L’Uomo-bambino necessita di sperimentare perchè è così che è portato naturalmente ad apprendere ed a costruirsi una propria identità. Attraverso il confronto con ciò che lo circonda e con i propri genitori.

Ascoltandoli ed osservandoli. Ed imitandoli a sua volta, sperimentando.

Dal punto di vista evolutivo, i bambini sono un po’ come l’ultimo modello di un’auto: appena usciti, ma già equipaggiati con le ultimissime novità (questa metafora non è mia, non ricordo da chi l’ho sentita, ma mi è sempre rimasta impressa).

Questo è il motivo per cui, ci capita di meravigliarci di fronte a un bambino di due anni che, messo a confronto col proprio nonno, risulta sapersi destreggiare meglio, con più praticità ed in maniera apparentemente “naturale”, ad esempio, giocando con un tablet o scattando una foto con lo smartphone.

Ed è vero che i bambini fanno meno fatica ad apprendere le nuove realtà virtuali di quanta non ne faccia un anziano, almeno quanto per lui sia più facile e naturale imparare a parlare una seconda lingua, rispetto ad studiarla da adulto.

Quindi, nessun pericolo che un “cucciolo di Uomo” dei nostri giorni non riesca ad imparare in tempo a comunicare attraverso le ultime novità tecnologiche.

La cosa importante da non sottovalutare, ma, anzi, da salvaguardare, invece, è la quantità di impulsi sempre maggiore ai quali sono (e siamo) esposti: il rischio è, appunto, quello di comportarci da “particelle che corrono” di qua e di là, sempre “presenti” e “connessi”, ma di un tipo di presenza e di connessione che, se non compensata, rischia di allontanarci troppo dal nostro comportamento naturale (quindi non esemplare nella “educazione alla comunicazione” del bambino).

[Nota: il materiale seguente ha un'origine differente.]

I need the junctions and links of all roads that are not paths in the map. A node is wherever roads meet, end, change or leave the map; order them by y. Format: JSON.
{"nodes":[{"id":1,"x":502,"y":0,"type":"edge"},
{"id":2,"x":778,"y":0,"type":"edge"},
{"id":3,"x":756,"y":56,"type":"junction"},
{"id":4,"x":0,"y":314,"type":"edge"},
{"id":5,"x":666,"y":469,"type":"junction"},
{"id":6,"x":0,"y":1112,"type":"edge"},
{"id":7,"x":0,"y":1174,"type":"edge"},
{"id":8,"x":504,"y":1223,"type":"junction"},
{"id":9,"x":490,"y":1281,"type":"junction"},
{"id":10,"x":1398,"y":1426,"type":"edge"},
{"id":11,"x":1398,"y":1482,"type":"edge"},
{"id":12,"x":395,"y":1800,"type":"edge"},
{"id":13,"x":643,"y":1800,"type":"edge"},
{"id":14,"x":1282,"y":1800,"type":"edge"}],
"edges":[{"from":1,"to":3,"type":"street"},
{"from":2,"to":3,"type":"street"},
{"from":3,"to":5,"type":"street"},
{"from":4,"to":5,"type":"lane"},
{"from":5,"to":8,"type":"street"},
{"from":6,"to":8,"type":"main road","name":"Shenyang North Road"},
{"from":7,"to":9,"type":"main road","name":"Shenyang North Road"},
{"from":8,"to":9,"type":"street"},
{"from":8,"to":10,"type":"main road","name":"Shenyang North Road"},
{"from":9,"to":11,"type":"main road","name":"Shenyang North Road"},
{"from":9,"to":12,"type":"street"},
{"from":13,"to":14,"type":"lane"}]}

Un modo per ovviare alla questione, è quello di preservare le nostre capacità naturali di comunicare, migliorandole ed “allenandole”. Nutrendole. Bilanciando il tempo della connessione mediatica e quello del confronto da contatto visivo. Integrando gradualmente progresso e natura di animali sociali.

Così da evitare di lasciare indietro uno degli aspetti più importanti da tramandare alle nuove generazioni.

Il fallimento di una relazione è quasi sempre un fallimento di comunicazione.